## [PROBLEM TO SOLVE]
An exact copy of every record is needed, with the pictures left out.

## [PROVIDED RECORDS]
((

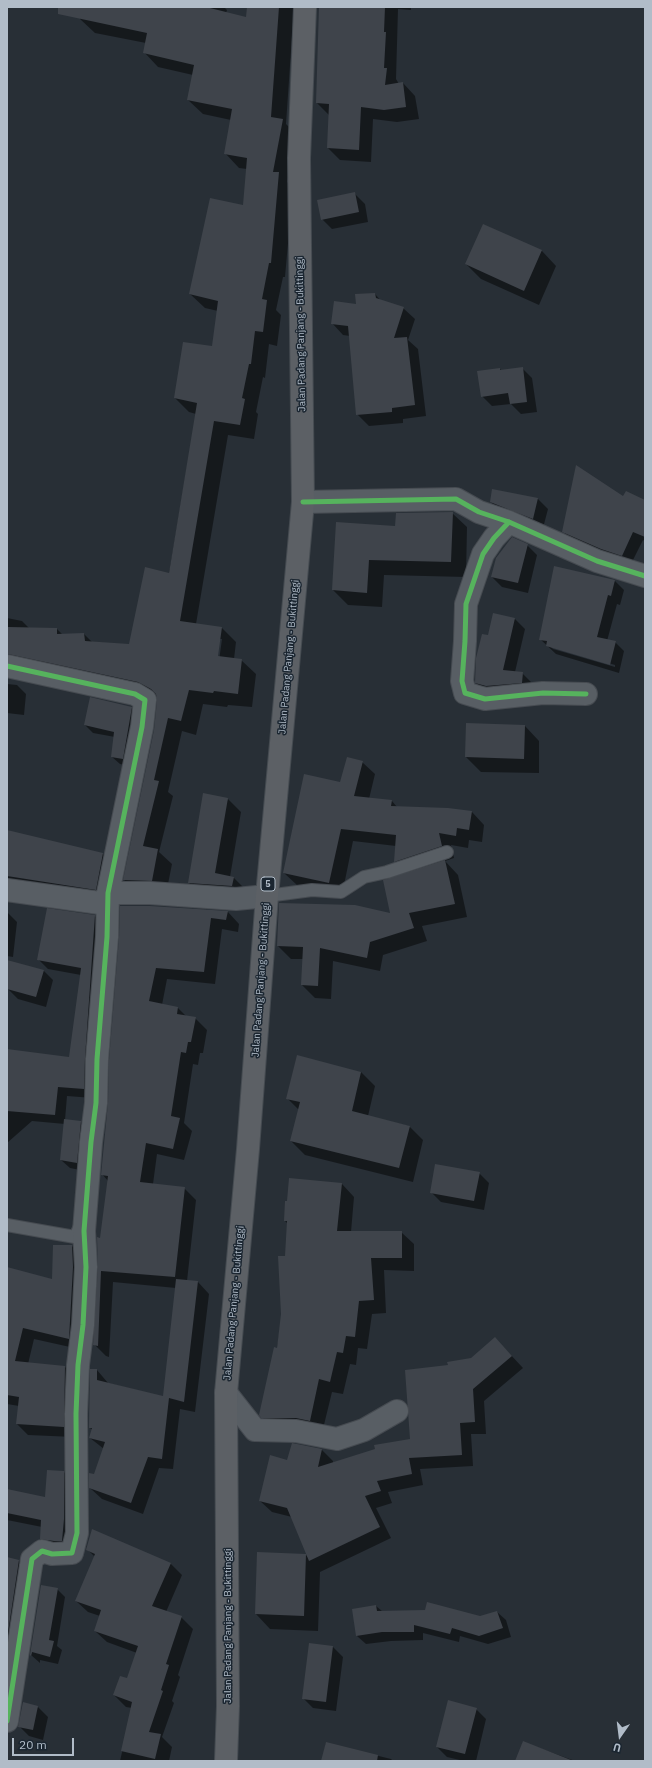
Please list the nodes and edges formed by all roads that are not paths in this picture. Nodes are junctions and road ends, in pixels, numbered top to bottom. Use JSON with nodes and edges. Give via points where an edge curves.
{"nodes":[{"id":1,"x":305,"y":7,"type":"edge"},
{"id":2,"x":303,"y":502,"type":"junction"},
{"id":3,"x":509,"y":522,"type":"junction"},
{"id":4,"x":645,"y":576,"type":"edge"},
{"id":5,"x":7,"y":666,"type":"edge"},
{"id":6,"x":586,"y":694,"type":"dead end"},
{"id":7,"x":447,"y":852,"type":"dead end"},
{"id":8,"x":7,"y":890,"type":"edge"},
{"id":9,"x":267,"y":896,"type":"junction"},
{"id":10,"x":108,"y":899,"type":"junction"},
{"id":11,"x":86,"y":1212,"type":"junction"},
{"id":12,"x":7,"y":1225,"type":"edge"},
{"id":13,"x":226,"y":1393,"type":"junction"},
{"id":14,"x":397,"y":1411,"type":"dead end"},
{"id":15,"x":7,"y":1721,"type":"edge"},
{"id":16,"x":226,"y":1761,"type":"edge"}],
"edges":[{"from":1,"to":2,"type":"highway","name":"Jalan Padang Panjang - Bukittinggi","number":"5","via":[[299,158]]},
{"from":2,"to":3,"type":"street","via":[[456,499],[479,512]]},
{"from":2,"to":9,"type":"highway","name":"Jalan Padang Panjang - Bukittinggi","number":"5"},
{"from":3,"to":4,"type":"street","via":[[598,561]]},
{"from":3,"to":6,"type":"street","via":[[483,554],[466,604],[462,681],[465,693],[485,698],[543,693]]},
{"from":5,"to":10,"type":"street","via":[[135,694],[145,700]]},
{"from":7,"to":9,"type":"lane","via":[[364,877],[341,892],[312,890]]},
{"from":8,"to":10,"type":"street"},
{"from":9,"to":10,"type":"street","via":[[236,899],[150,893]]},
{"from":9,"to":13,"type":"highway","name":"Jalan Padang Panjang - Bukittinggi","number":"5"},
{"from":10,"to":11,"type":"street","via":[[96,1103]]},
{"from":11,"to":12,"type":"lane","via":[[75,1237]]},
{"from":11,"to":15,"type":"street","via":[[84,1325],[78,1365],[76,1414],[77,1533],[72,1553],[42,1552],[32,1559]]},
{"from":13,"to":14,"type":"street","via":[[254,1430],[296,1431],[337,1439],[364,1430]]},
{"from":13,"to":16,"type":"highway","name":"Jalan Padang Panjang - Bukittinggi","number":"5"}]}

))

## [TASK ANSWER]
Please list the nodes and edges formed by all roads that are not paths in this picture. Nodes are junctions and road ends, in pixels, numbered top to bottom. Use JSON with nodes and edges. Give via points where an edge curves.
{"nodes":[{"id":1,"x":305,"y":7,"type":"edge"},
{"id":2,"x":303,"y":502,"type":"junction"},
{"id":3,"x":509,"y":522,"type":"junction"},
{"id":4,"x":645,"y":576,"type":"edge"},
{"id":5,"x":7,"y":666,"type":"edge"},
{"id":6,"x":586,"y":694,"type":"dead end"},
{"id":7,"x":447,"y":852,"type":"dead end"},
{"id":8,"x":7,"y":890,"type":"edge"},
{"id":9,"x":267,"y":896,"type":"junction"},
{"id":10,"x":108,"y":899,"type":"junction"},
{"id":11,"x":86,"y":1212,"type":"junction"},
{"id":12,"x":7,"y":1225,"type":"edge"},
{"id":13,"x":226,"y":1393,"type":"junction"},
{"id":14,"x":397,"y":1411,"type":"dead end"},
{"id":15,"x":7,"y":1721,"type":"edge"},
{"id":16,"x":226,"y":1761,"type":"edge"}],
"edges":[{"from":1,"to":2,"type":"highway","name":"Jalan Padang Panjang - Bukittinggi","number":"5","via":[[299,158]]},
{"from":2,"to":3,"type":"street","via":[[456,499],[479,512]]},
{"from":2,"to":9,"type":"highway","name":"Jalan Padang Panjang - Bukittinggi","number":"5"},
{"from":3,"to":4,"type":"street","via":[[598,561]]},
{"from":3,"to":6,"type":"street","via":[[483,554],[466,604],[462,681],[465,693],[485,698],[543,693]]},
{"from":5,"to":10,"type":"street","via":[[135,694],[145,700]]},
{"from":7,"to":9,"type":"lane","via":[[364,877],[341,892],[312,890]]},
{"from":8,"to":10,"type":"street"},
{"from":9,"to":10,"type":"street","via":[[236,899],[150,893]]},
{"from":9,"to":13,"type":"highway","name":"Jalan Padang Panjang - Bukittinggi","number":"5"},
{"from":10,"to":11,"type":"street","via":[[96,1103]]},
{"from":11,"to":12,"type":"lane","via":[[75,1237]]},
{"from":11,"to":15,"type":"street","via":[[84,1325],[78,1365],[76,1414],[77,1533],[72,1553],[42,1552],[32,1559]]},
{"from":13,"to":14,"type":"street","via":[[254,1430],[296,1431],[337,1439],[364,1430]]},
{"from":13,"to":16,"type":"highway","name":"Jalan Padang Panjang - Bukittinggi","number":"5"}]}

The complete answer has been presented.